Dataset excerpts

Start of Block

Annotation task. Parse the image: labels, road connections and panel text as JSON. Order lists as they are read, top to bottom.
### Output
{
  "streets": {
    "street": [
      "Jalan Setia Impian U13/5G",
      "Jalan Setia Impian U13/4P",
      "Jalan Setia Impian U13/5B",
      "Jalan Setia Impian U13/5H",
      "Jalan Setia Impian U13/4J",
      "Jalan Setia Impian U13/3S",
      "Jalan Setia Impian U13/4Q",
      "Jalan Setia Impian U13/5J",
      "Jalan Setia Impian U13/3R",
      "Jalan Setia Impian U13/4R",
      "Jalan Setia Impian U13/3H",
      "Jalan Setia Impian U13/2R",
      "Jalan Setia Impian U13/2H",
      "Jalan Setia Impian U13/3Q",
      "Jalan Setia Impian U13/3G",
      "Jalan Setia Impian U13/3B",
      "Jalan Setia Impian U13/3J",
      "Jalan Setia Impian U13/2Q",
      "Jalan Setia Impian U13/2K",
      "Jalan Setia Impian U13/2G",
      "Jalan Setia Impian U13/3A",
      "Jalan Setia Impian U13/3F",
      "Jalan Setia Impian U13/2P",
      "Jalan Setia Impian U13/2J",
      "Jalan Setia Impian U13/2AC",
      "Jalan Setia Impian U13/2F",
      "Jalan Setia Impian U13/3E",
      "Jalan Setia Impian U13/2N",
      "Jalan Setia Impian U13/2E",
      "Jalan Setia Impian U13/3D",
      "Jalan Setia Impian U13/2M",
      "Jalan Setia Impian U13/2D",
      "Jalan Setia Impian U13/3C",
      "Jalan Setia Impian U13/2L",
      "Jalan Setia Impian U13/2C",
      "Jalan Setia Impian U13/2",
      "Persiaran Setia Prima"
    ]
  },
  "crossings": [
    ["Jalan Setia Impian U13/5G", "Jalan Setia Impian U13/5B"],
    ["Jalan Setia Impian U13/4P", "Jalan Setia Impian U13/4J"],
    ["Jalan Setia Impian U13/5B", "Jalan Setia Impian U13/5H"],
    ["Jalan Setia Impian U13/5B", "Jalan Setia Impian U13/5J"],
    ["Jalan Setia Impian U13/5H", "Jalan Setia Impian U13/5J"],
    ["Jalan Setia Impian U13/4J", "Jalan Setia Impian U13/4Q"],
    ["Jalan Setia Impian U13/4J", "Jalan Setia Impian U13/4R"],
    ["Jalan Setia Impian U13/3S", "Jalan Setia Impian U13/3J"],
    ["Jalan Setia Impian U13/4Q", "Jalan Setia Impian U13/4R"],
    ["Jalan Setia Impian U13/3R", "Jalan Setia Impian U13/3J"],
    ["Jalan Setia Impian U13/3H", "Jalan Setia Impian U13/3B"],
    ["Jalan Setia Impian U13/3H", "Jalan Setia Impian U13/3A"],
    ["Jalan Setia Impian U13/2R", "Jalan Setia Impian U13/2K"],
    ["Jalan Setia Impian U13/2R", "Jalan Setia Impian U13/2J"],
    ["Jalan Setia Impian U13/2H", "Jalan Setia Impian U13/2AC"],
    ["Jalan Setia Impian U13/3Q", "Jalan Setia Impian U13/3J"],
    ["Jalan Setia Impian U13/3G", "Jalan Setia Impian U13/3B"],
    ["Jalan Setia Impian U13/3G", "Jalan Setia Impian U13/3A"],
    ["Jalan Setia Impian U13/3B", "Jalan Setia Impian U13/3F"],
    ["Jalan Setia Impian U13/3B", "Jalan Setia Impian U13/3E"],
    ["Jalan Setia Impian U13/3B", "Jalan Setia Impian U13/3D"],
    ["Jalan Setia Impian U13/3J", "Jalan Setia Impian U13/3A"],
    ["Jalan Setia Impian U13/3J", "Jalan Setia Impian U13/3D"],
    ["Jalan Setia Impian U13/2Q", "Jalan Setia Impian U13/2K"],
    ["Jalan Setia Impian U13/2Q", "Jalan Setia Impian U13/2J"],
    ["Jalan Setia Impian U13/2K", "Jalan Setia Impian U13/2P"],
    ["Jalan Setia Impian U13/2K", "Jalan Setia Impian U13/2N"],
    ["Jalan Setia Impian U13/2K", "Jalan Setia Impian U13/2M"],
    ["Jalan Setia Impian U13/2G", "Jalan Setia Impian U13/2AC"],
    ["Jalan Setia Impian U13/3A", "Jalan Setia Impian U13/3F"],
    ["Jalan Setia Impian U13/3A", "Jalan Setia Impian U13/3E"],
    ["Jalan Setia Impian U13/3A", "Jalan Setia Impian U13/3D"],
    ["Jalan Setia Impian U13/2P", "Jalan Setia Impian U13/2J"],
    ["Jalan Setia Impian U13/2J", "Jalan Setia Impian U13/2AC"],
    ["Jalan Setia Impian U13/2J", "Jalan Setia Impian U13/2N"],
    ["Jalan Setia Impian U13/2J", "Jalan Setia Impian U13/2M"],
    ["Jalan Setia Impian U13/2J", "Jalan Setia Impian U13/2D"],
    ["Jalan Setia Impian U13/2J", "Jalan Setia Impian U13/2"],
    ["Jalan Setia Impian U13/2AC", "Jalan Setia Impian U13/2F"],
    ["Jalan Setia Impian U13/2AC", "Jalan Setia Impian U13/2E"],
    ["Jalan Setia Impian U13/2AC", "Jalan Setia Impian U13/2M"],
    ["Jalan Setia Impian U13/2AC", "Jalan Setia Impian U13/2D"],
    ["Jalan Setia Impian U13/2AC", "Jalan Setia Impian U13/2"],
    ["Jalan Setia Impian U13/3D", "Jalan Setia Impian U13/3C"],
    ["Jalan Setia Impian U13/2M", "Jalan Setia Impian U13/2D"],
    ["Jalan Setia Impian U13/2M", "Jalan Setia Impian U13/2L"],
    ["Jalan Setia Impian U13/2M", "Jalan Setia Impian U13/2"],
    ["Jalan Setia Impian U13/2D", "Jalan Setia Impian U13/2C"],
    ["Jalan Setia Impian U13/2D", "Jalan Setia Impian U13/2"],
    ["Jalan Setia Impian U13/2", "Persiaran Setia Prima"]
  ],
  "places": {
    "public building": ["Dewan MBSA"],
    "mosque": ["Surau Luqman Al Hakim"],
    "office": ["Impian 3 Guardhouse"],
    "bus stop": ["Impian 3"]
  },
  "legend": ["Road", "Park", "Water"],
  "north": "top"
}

End of Block

= Task item =
Which lines of the entries above contain the word "Prima"? Copy each of them.

= Output of the task =
      "Persiaran Setia Prima"
    ["Jalan Setia Impian U13/2", "Persiaran Setia Prima"]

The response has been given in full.